EXERCISE:
Each line of the listing where "こぶし通り" appears should be reported.
»»
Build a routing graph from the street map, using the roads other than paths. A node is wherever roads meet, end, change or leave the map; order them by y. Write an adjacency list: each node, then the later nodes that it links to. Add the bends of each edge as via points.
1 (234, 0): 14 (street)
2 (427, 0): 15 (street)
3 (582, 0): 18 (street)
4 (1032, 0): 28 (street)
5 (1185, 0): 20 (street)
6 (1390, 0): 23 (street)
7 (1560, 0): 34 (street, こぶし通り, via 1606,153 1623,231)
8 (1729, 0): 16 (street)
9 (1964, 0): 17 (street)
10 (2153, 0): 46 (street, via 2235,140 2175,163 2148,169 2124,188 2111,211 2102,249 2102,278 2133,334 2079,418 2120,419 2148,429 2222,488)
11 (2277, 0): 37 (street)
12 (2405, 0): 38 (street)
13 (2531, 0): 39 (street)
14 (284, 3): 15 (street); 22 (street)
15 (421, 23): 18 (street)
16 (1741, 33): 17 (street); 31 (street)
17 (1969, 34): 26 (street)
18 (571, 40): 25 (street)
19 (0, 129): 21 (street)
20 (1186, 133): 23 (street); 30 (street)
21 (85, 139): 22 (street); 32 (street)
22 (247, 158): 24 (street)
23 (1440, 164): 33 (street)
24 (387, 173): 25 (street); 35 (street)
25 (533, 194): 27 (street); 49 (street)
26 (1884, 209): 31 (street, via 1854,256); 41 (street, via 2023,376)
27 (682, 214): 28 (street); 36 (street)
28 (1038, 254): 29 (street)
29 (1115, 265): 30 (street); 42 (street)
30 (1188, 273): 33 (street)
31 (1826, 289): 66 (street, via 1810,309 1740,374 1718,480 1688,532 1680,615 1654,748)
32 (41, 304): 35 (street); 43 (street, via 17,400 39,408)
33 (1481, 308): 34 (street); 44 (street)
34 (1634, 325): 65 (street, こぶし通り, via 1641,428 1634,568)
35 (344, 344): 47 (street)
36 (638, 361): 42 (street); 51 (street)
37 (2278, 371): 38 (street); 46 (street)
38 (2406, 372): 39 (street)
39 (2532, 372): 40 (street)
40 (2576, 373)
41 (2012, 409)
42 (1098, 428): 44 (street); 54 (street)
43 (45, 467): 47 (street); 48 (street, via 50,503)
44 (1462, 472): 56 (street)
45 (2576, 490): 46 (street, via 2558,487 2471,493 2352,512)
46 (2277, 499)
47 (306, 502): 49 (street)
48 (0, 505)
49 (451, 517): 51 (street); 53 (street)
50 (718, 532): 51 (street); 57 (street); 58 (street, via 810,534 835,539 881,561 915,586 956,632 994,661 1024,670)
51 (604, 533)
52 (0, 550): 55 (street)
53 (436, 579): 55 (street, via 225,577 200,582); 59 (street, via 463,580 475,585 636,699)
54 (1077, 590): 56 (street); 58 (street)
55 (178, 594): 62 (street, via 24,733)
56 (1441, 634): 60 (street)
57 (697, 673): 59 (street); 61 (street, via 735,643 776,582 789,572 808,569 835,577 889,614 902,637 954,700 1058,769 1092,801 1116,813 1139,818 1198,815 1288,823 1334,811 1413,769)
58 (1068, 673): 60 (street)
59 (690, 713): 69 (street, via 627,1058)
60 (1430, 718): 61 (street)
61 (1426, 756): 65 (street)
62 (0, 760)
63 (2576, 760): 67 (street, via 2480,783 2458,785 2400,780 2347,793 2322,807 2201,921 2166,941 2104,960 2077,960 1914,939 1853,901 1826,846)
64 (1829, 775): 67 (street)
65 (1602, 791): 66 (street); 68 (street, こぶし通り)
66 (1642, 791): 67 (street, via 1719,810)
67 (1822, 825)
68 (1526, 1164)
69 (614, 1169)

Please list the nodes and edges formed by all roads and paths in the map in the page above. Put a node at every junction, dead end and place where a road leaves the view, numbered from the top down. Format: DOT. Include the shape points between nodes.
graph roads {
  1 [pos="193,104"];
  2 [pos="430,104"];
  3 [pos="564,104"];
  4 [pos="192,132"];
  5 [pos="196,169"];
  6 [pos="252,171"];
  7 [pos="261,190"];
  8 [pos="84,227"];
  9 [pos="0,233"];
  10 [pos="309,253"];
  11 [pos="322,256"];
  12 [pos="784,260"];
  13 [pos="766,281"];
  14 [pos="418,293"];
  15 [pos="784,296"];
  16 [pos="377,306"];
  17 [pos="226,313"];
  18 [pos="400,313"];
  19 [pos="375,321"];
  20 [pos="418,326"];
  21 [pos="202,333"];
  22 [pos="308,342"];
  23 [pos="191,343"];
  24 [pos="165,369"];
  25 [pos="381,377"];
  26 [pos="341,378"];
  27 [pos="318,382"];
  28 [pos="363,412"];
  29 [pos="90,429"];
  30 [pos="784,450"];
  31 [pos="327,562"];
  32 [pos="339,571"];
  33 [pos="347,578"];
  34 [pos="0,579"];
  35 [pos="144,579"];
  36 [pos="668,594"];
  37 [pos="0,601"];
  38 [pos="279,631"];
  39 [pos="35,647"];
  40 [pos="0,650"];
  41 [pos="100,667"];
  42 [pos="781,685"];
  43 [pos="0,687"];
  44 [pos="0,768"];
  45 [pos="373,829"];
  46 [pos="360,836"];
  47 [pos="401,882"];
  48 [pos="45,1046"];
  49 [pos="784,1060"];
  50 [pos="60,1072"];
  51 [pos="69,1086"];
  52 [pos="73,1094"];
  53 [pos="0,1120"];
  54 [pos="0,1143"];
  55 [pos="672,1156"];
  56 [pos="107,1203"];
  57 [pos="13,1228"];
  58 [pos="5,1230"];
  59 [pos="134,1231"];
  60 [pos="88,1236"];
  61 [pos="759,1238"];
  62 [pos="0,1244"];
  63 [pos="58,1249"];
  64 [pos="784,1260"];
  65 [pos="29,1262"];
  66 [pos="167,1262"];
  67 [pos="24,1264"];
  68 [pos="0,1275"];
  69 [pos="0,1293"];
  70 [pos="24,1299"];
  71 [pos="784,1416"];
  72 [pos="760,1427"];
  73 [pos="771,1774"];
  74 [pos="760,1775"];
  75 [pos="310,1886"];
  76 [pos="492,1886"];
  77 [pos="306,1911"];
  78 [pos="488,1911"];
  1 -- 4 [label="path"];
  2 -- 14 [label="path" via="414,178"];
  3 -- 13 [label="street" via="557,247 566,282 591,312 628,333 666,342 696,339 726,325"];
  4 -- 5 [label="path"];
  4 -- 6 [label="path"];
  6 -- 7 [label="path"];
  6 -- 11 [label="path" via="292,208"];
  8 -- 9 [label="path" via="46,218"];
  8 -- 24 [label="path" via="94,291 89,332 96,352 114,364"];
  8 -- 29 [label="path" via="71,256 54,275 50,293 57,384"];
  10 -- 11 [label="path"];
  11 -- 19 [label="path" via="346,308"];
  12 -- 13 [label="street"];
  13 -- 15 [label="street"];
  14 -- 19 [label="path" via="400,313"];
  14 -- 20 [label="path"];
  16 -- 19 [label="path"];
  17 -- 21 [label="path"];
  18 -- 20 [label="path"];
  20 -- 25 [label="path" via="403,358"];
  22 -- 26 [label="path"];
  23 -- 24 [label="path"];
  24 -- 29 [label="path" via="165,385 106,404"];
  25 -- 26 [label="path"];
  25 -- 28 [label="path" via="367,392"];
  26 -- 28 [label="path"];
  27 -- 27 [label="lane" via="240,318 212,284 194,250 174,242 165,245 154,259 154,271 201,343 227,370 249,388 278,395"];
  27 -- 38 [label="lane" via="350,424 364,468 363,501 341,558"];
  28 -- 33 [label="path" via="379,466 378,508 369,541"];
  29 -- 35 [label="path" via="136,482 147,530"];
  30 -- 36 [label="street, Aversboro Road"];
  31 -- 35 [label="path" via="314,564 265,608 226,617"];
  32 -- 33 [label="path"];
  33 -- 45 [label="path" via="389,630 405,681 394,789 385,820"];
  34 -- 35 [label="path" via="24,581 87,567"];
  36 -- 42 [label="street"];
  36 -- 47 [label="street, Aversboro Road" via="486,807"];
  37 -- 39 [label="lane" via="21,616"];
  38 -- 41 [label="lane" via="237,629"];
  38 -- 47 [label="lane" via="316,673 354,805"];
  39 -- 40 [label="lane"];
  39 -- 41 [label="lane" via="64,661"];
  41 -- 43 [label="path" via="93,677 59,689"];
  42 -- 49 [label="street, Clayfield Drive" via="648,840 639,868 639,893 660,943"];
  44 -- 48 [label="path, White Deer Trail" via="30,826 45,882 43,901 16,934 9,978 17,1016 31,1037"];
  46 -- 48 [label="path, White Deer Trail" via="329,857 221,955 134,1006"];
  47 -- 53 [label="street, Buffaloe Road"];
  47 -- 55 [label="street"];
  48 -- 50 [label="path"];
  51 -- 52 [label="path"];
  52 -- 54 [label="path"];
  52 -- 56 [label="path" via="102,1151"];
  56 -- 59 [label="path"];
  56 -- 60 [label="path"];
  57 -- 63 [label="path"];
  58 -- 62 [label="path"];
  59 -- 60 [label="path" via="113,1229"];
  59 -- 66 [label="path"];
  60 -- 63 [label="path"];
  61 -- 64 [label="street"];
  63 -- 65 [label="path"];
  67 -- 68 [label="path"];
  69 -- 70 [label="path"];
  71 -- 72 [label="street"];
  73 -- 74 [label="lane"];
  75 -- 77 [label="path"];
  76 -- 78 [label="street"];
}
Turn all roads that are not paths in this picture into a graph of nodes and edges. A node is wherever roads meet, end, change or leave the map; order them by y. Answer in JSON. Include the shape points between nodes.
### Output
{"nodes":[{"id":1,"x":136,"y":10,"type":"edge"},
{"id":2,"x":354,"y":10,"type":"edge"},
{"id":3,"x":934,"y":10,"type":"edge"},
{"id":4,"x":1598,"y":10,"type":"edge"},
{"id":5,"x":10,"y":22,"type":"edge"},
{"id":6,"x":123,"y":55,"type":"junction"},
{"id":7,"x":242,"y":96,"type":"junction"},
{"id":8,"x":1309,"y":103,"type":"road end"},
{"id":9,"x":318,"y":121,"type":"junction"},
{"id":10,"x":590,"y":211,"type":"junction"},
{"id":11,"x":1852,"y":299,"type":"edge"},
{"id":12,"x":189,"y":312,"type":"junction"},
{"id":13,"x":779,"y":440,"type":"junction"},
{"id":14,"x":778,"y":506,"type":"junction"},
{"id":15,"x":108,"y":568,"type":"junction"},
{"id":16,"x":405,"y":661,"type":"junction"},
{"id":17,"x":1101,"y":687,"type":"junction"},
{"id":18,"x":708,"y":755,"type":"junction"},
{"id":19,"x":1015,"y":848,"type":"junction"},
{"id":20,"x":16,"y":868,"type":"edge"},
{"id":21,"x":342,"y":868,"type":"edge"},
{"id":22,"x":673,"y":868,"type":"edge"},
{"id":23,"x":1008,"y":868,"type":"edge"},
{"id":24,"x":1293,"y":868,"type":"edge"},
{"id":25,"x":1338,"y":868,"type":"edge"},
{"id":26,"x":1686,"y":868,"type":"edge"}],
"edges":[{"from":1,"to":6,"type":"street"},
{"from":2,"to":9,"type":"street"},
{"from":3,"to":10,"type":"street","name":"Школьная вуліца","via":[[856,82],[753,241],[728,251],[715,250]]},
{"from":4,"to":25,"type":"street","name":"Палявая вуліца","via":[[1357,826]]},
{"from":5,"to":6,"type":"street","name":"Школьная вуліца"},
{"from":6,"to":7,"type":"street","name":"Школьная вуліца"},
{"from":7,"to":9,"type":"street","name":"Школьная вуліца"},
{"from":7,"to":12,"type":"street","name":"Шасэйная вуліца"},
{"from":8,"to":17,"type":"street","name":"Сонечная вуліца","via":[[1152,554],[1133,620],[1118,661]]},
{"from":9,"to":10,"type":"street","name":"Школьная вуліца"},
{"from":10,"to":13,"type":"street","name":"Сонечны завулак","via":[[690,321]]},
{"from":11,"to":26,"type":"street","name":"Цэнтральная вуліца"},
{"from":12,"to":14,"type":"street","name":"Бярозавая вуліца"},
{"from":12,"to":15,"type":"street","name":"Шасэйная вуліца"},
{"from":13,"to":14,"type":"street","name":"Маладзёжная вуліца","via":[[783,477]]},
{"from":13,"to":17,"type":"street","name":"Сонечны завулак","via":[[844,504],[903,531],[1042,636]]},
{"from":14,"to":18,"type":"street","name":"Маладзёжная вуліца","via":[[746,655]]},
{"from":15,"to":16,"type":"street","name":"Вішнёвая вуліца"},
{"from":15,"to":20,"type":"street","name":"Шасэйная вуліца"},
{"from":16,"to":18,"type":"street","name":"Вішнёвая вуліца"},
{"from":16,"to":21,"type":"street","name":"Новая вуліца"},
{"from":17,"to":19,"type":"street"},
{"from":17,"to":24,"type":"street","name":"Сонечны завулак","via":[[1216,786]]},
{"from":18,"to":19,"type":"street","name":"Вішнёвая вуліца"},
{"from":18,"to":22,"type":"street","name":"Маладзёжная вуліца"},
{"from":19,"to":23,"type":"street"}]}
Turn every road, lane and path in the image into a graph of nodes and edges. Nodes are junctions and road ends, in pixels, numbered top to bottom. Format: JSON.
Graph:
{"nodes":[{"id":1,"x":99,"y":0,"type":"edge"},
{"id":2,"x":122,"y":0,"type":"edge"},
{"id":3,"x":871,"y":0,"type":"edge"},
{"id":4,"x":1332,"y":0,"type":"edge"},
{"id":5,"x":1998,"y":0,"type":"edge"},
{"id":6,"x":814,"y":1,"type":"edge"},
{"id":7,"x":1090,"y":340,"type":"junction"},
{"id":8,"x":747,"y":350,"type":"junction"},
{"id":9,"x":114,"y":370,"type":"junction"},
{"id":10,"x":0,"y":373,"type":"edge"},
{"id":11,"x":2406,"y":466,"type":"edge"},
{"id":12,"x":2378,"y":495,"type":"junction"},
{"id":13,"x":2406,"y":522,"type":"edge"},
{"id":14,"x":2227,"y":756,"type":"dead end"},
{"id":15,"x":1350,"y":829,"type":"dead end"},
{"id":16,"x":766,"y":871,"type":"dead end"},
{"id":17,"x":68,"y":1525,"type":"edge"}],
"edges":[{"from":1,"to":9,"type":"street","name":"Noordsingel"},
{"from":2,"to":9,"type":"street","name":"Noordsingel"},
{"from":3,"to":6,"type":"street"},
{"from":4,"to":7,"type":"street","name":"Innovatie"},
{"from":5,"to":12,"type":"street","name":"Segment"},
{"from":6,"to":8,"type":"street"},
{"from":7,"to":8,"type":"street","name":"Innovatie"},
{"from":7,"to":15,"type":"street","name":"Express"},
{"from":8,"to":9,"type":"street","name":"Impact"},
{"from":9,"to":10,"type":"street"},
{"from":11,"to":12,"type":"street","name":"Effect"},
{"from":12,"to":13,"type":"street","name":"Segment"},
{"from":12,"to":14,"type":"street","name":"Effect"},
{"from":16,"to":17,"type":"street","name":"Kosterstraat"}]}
««
OUTPUT FOR THIS EXERCISE:
7 (1560, 0): 34 (street, こぶし通り, via 1606,153 1623,231)
34 (1634, 325): 65 (street, こぶし通り, via 1641,428 1634,568)
65 (1602, 791): 66 (street); 68 (street, こぶし通り)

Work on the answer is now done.